Il sistema produttivo della provincia di Catania è in forte sofferenza. Le imprese stanno subendo conseguenze pesanti, con perdite già valutate come ingentissime. Per far fronte a questo scenario, Confindustria Catania ha già avviato una ricognizione strutturata tra le aziende del territorio per raccogliere segnalazioni dettagliate. “La situazione è estremamente seria e mette a rischio la continuità produttiva di molte imprese”, dichiara la Presidente di Confindustria Catania, Cristina Busi. “Siamo già consapevoli dell’entità dei danni, ma un monitoraggio accurato è indispensabile per rappresentare con forza le esigenze del mondo imprenditoriale”.

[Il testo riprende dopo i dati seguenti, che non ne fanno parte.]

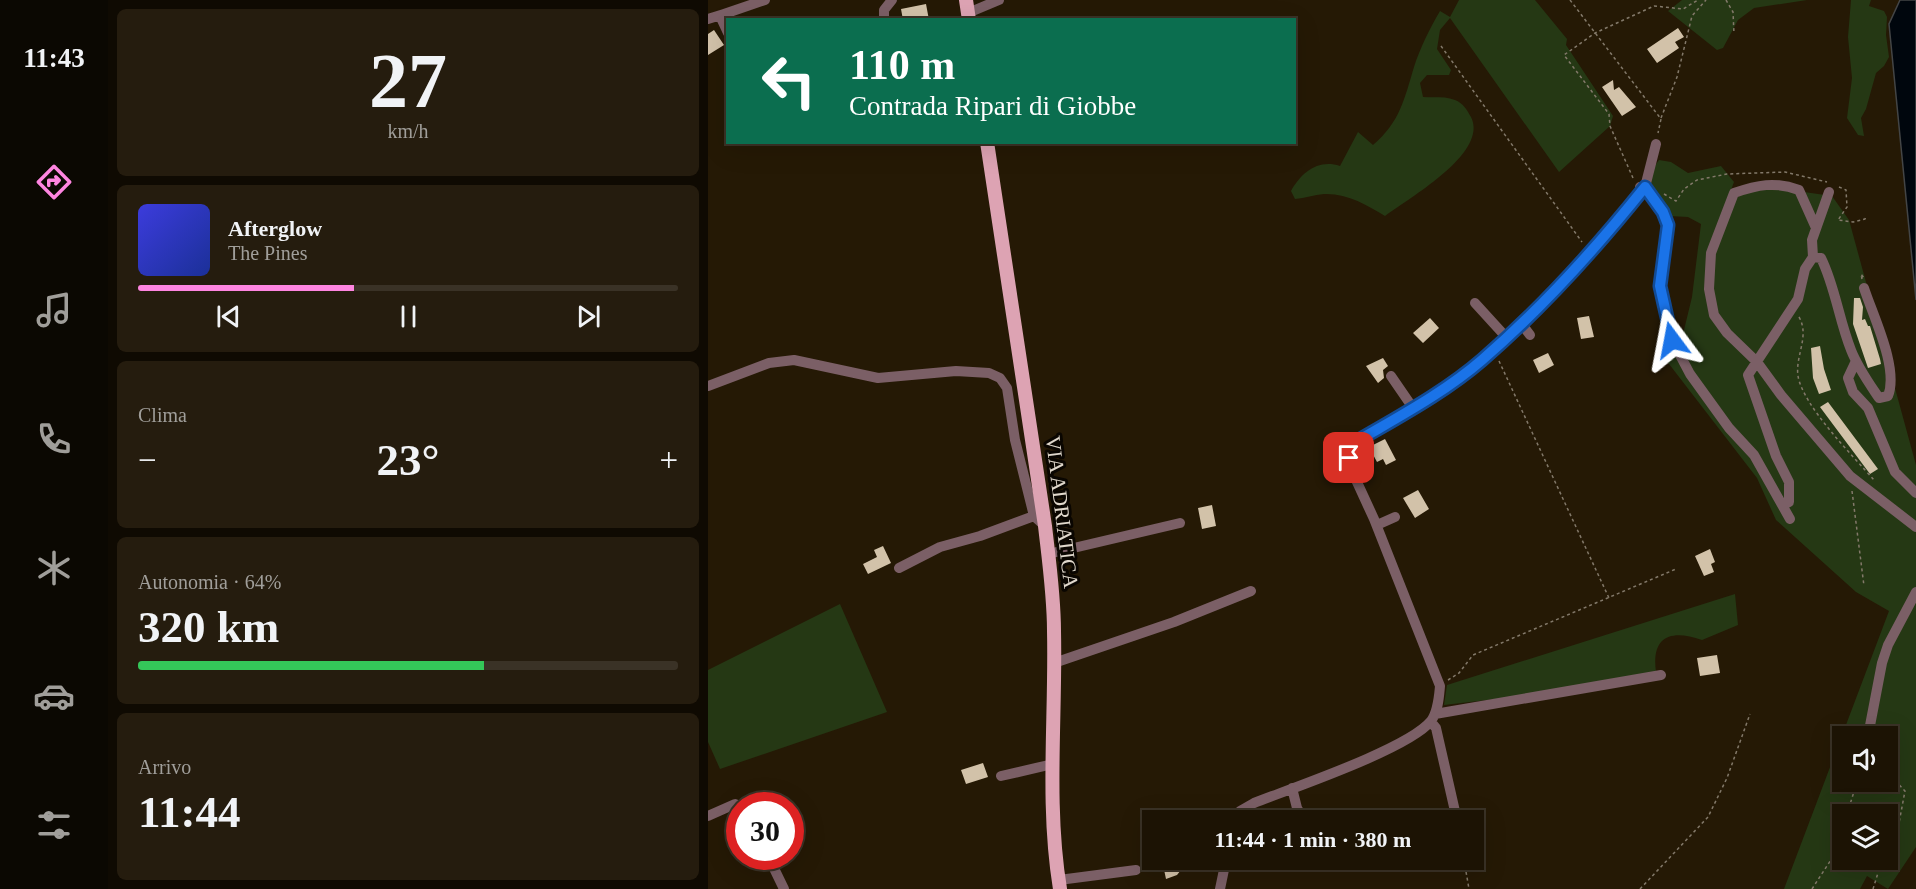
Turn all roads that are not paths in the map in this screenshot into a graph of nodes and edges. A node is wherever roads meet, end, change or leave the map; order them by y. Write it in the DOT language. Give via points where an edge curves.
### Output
graph roads {
  1 [pos="765,0"];
  2 [pos="892,0"];
  3 [pos="999,0"];
  4 [pos="967,11"];
  5 [pos="724,14"];
  6 [pos="884,18"];
  7 [pos="708,19"];
  8 [pos="726,29"];
  9 [pos="987,144"];
  10 [pos="1656,144"];
  11 [pos="1641,187"];
  12 [pos="1829,192"];
  13 [pos="1816,228"];
  14 [pos="1813,258"];
  15 [pos="1864,288"];
  16 [pos="1475,303"];
  17 [pos="1521,323"];
  18 [pos="1530,335"];
  19 [pos="1506,337"];
  20 [pos="1856,361"];
  21 [pos="1757,362"];
  22 [pos="1391,376"];
  23 [pos="708,386"];
  24 [pos="1413,408"];
  25 [pos="1916,493"];
  26 [pos="1783,505"];
  27 [pos="1034,516"];
  28 [pos="1395,517"];
  29 [pos="1790,519"];
  30 [pos="1180,523"];
  31 [pos="1377,525"];
  32 [pos="1045,526"];
  33 [pos="1916,527"];
  34 [pos="1048,554"];
  35 [pos="899,568"];
  36 [pos="1251,591"];
  37 [pos="1916,592"];
  38 [pos="1054,663"];
  39 [pos="1661,675"];
  40 [pos="1433,718"];
  41 [pos="1870,726"];
  42 [pos="1053,764"];
  43 [pos="1001,776"];
  44 [pos="1292,788"];
  45 [pos="726,808"];
  46 [pos="1243,810"];
  47 [pos="1298,810"];
  48 [pos="1455,810"];
  49 [pos="708,816"];
  50 [pos="775,870"];
  51 [pos="1136,870"];
  52 [pos="1224,870"];
  53 [pos="1059,885"];
  54 [pos="784,889"];
  55 [pos="1220,889"];
  1 -- 5 [label="street"];
  2 -- 6 [label="street" via="884,10"];
  3 -- 4 [label="street"];
  5 -- 7 [label="street"];
  5 -- 8 [label="street" via="721,18"];
  9 -- 32 [label="main road, VIA ADRIATICA"];
  10 -- 11 [label="street"];
  11 -- 17 [label="street" via="1589,251"];
  11 -- 26 [label="street" via="1663,212 1668,225 1660,286 1672,340 1690,374 1729,428 1754,454"];
  12 -- 13 [label="street"];
  13 -- 14 [label="street"];
  13 -- 21 [label="street" via="1799,190 1762,184 1734,193 1711,253 1709,289 1714,315"];
  14 -- 20 [label="street" via="1821,258 1828,273"];
  14 -- 21 [label="street" via="1805,269 1798,299"];
  15 -- 20 [label="street" via="1888,358 1892,386 1888,396 1879,398"];
  16 -- 19 [label="street"];
  17 -- 18 [label="street"];
  17 -- 19 [label="street"];
  19 -- 24 [label="street" via="1453,382"];
  20 -- 25 [label="street" via="1848,378 1853,392 1868,408 1895,472"];
  21 -- 26 [label="street" via="1748,375 1789,482 1789,502"];
  21 -- 33 [label="street" via="1850,476"];
  22 -- 24 [label="street"];
  23 -- 27 [label="street" via="769,363 794,360 878,378 956,371 988,373 1000,378 1007,388"];
  24 -- 31 [label="street" via="1359,440 1351,450 1351,469"];
  26 -- 29 [label="street"];
  27 -- 32 [label="street"];
  27 -- 35 [label="street" via="940,547"];
  28 -- 31 [label="street"];
  30 -- 34 [label="street"];
  31 -- 40 [label="street" via="1440,686"];
  32 -- 34 [label="main road, VIA ADRIATICA"];
  34 -- 38 [label="main road, VIA ADRIATICA"];
  36 -- 38 [label="street"];
  37 -- 41 [label="street" via="1888,645"];
  38 -- 42 [label="main road, VIA ADRIATICA"];
  39 -- 40 [label="street"];
  40 -- 44 [label="street" via="1420,731 1390,748"];
  40 -- 48 [label="street"];
  42 -- 43 [label="street"];
  42 -- 53 [label="main road, VIA ADRIATICA"];
  44 -- 46 [label="street"];
  44 -- 47 [label="street"];
  45 -- 49 [label="street"];
  50 -- 54 [label="street"];
  51 -- 53 [label="street"];
  52 -- 55 [label="street"];
}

A Catania sofferenze per le imprese dopo il maltempo. Il supporto di Confindustria per garantire azioni urgenti sul posto
Confindustria Catania ha già attivato un’interlocuzione costante con le istituzioni per garantire azioni urgenti sul territorio. “Abbiamo chiesto alla Protezione civile che le operazioni di rimozione dei detriti e di messa in sicurezza siano rapide e coordinate”, prosegue Busi. “Nella zona industriale le condizioni sono critiche: strade dissestate, buche e voragini rendono difficoltosi e, in alcuni casi, pericolosi gli spostamenti di mezzi e lavoratori. Occorrono interventi tempestivi anche per la pulizia dei canali di scolo, oggi ostruiti, che stanno aggravando ulteriormente l’assetto dell’area. La situazione più grave rimane però quella del litorale Jonico, particolarmente colpito, dove abbiamo richiesto misure immediate”.

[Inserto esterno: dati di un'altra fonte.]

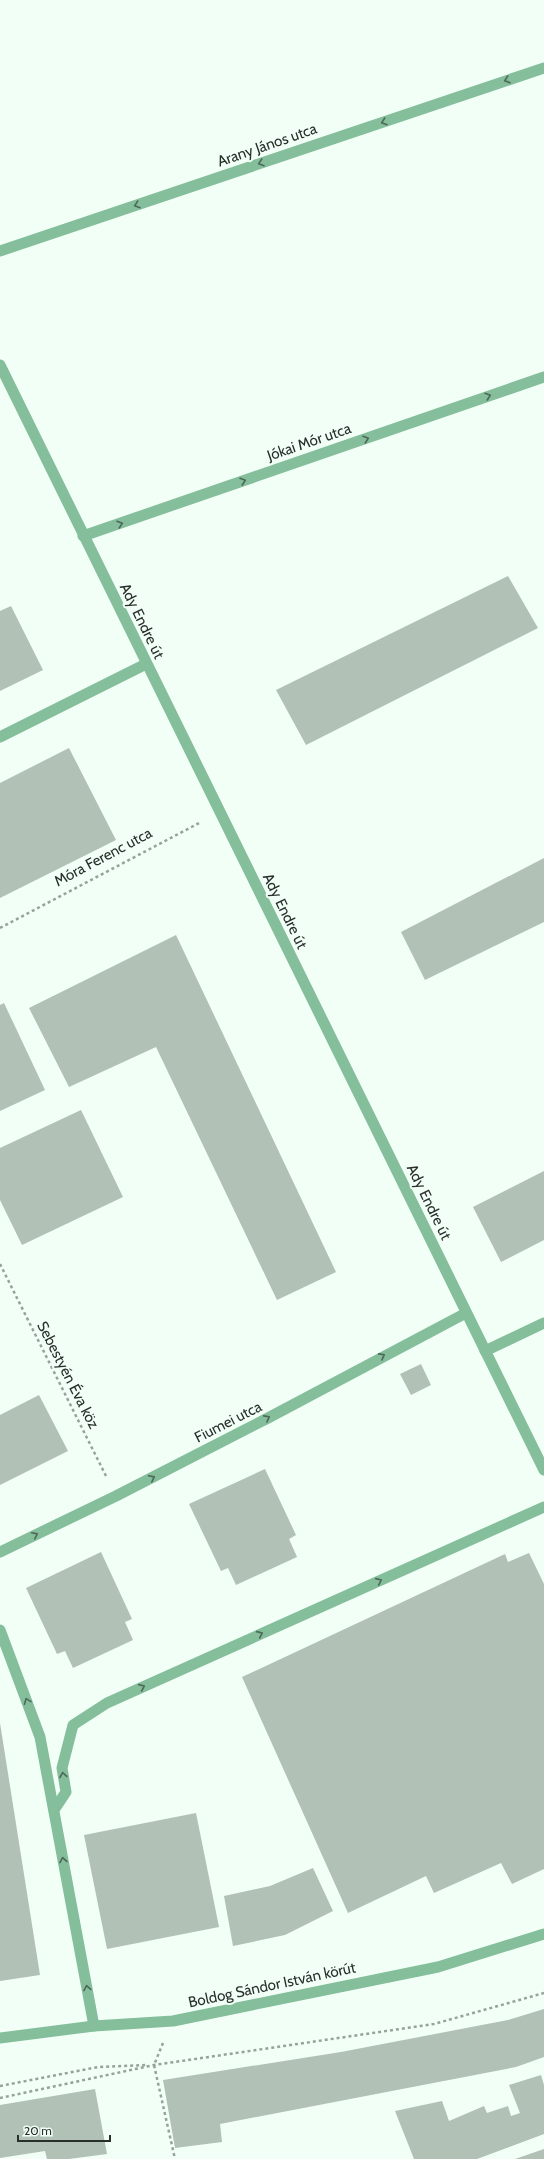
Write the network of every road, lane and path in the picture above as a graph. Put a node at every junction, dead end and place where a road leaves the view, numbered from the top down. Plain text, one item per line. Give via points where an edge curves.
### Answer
1 (544, 68) edge
2 (0, 251) edge
3 (0, 365) edge
4 (544, 377) edge
5 (83, 536) junction
6 (146, 664) junction
7 (0, 737) edge
8 (220, 812) junction
9 (0, 928) edge
10 (0, 1264) edge
11 (466, 1313) junction
12 (544, 1322) edge
13 (485, 1351) junction
14 (544, 1470) edge
15 (116, 1496) junction
16 (544, 1507) edge
17 (0, 1552) edge
18 (0, 1630) edge
19 (54, 1810) junction
20 (544, 1934) edge
21 (544, 1993) edge
22 (173, 2020) junction
23 (94, 2026) junction
24 (0, 2038) edge
25 (154, 2065) junction
26 (0, 2086) edge
27 (0, 2098) edge
28 (175, 2159) edge

1 -> 2 street, Arany János utca
3 - 5 street, Ady Endre út
5 -> 4 street, Jókai Mór utca
5 - 6 street, Ady Endre út
6 - 7 street
6 - 8 street, Ady Endre út
8 - 9 path, Móra Ferenc utca
8 - 11 street, Ady Endre út
10 - 15 path, Sebestyén Éva köz
11 - 13 street, Ady Endre út
15 -> 11 street, Fiumei utca
12 - 13 street
13 - 14 street, Ady Endre út
17 -> 15 street, Fiumei utca
19 -> 16 street via 66,1792 62,1768 74,1725 107,1703
19 -> 18 street via 40,1737
23 -> 19 street
20 - 22 street, Boldog Sándor István körút via 438,1967
21 - 25 path via 434,2024
22 - 23 street, Boldog Sándor István körút
22 - 25 path
23 - 24 street, Boldog Sándor István körút
25 - 26 path via 98,2067
25 - 27 path
25 - 28 path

“Le attività turistiche, che negli ultimi anni sono state uno dei settori trainanti dell’economia regionale, si trovano ora in ginocchio. Il blocco delle attività minaccia l’intera filiera turistica, con ripercussioni sull’economia regionale e sulla tenuta dei livelli occupazionali. Prioritario resta l’accesso veloce ai ristori per le imprese colpite: senza sostegni rapidi molte aziende rischiano di non reggere l’impatto di questa emergenza”, conclude la Presidente. “È fondamentale che Governo e Regione intervengano con strumenti straordinari, adeguando le misure alla gravità della situazione”.